Work order: Only the lines from the one that contains "index tip: (585, 105)" through the final line of the entries should be repeated, exactly as written.

Records for this task:
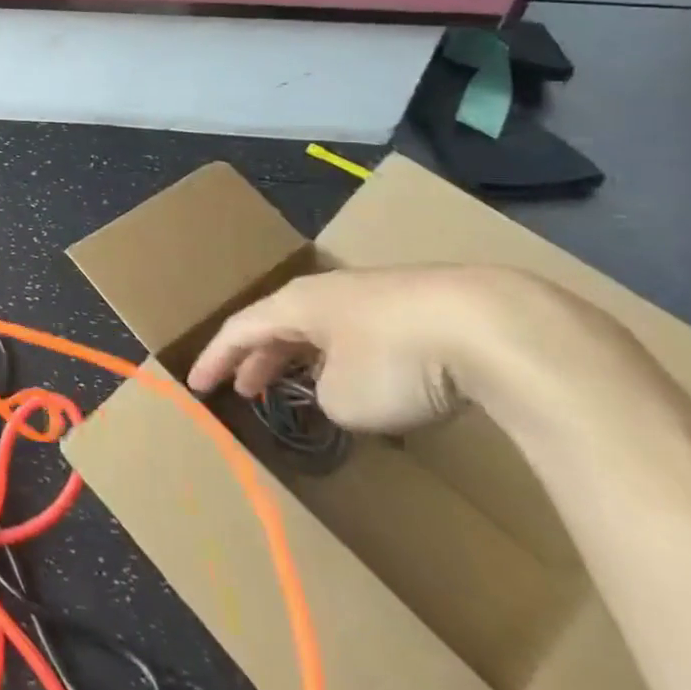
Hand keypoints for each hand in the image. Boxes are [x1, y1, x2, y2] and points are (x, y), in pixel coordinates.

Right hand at [184, 265, 618, 435]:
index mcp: (296, 304)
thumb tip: (338, 390)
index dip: (215, 359)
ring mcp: (376, 295)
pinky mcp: (420, 308)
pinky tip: (366, 379)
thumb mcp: (343, 397)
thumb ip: (323, 396)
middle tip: (246, 388)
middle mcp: (328, 292)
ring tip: (301, 385)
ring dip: (305, 357)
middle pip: (280, 323)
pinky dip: (348, 358)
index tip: (196, 386)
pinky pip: (365, 334)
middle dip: (259, 357)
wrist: (494, 325)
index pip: (240, 329)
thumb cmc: (396, 359)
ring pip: (324, 327)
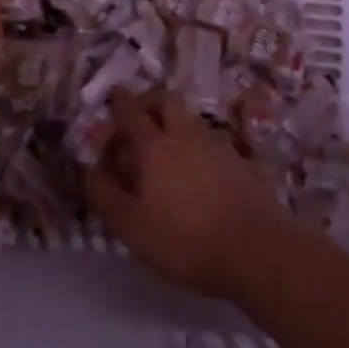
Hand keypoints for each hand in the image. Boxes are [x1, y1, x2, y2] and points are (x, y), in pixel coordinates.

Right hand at [86, 87, 291, 299]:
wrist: (258, 250)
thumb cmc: (185, 239)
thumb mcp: (131, 226)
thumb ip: (105, 194)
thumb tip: (90, 169)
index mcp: (153, 146)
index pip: (130, 111)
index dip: (118, 101)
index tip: (112, 97)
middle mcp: (184, 135)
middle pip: (166, 100)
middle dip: (149, 101)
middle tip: (138, 117)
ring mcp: (216, 146)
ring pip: (190, 119)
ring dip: (173, 123)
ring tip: (164, 150)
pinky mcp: (239, 163)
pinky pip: (208, 141)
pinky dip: (194, 146)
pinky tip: (193, 172)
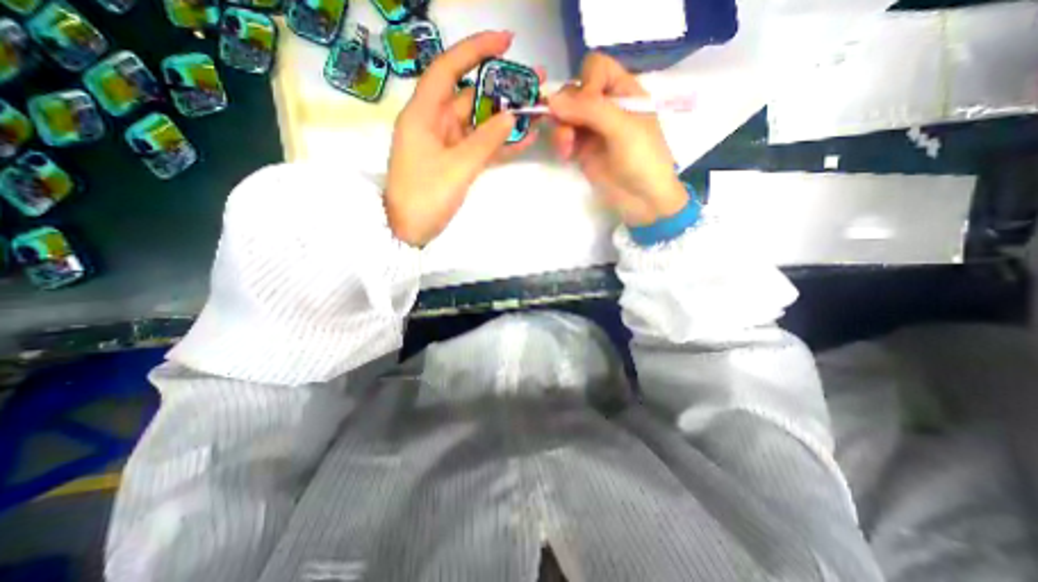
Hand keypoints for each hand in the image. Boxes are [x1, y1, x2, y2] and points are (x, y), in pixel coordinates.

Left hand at [382, 29, 543, 244]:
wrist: (408, 231)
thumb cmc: (425, 197)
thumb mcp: (457, 168)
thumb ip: (486, 141)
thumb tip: (511, 117)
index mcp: (424, 115)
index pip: (448, 70)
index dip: (475, 51)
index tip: (506, 42)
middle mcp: (435, 123)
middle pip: (470, 97)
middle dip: (502, 89)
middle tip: (535, 82)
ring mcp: (447, 144)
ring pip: (479, 123)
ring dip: (506, 118)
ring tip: (537, 107)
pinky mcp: (456, 162)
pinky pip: (480, 146)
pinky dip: (499, 143)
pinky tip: (524, 137)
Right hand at [547, 53, 686, 226]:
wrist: (643, 200)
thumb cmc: (642, 160)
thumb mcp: (622, 128)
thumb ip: (589, 110)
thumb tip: (551, 100)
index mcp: (624, 92)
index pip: (596, 69)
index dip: (585, 82)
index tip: (585, 105)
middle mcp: (606, 106)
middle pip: (575, 91)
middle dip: (568, 109)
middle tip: (569, 130)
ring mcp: (592, 129)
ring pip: (565, 115)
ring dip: (561, 128)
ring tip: (566, 148)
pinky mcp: (582, 150)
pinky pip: (564, 136)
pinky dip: (561, 142)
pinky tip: (566, 154)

Output of the task:
index tip: (585, 105)
middle mcp: (606, 106)
middle pip: (575, 91)
middle dip: (568, 109)
middle tip: (569, 130)
ring mcp: (592, 129)
ring pip: (565, 115)
ring dip: (561, 128)
ring tip: (566, 148)
pinky mcp: (582, 150)
pinky pip: (564, 136)
pinky dip: (561, 142)
pinky tip: (566, 154)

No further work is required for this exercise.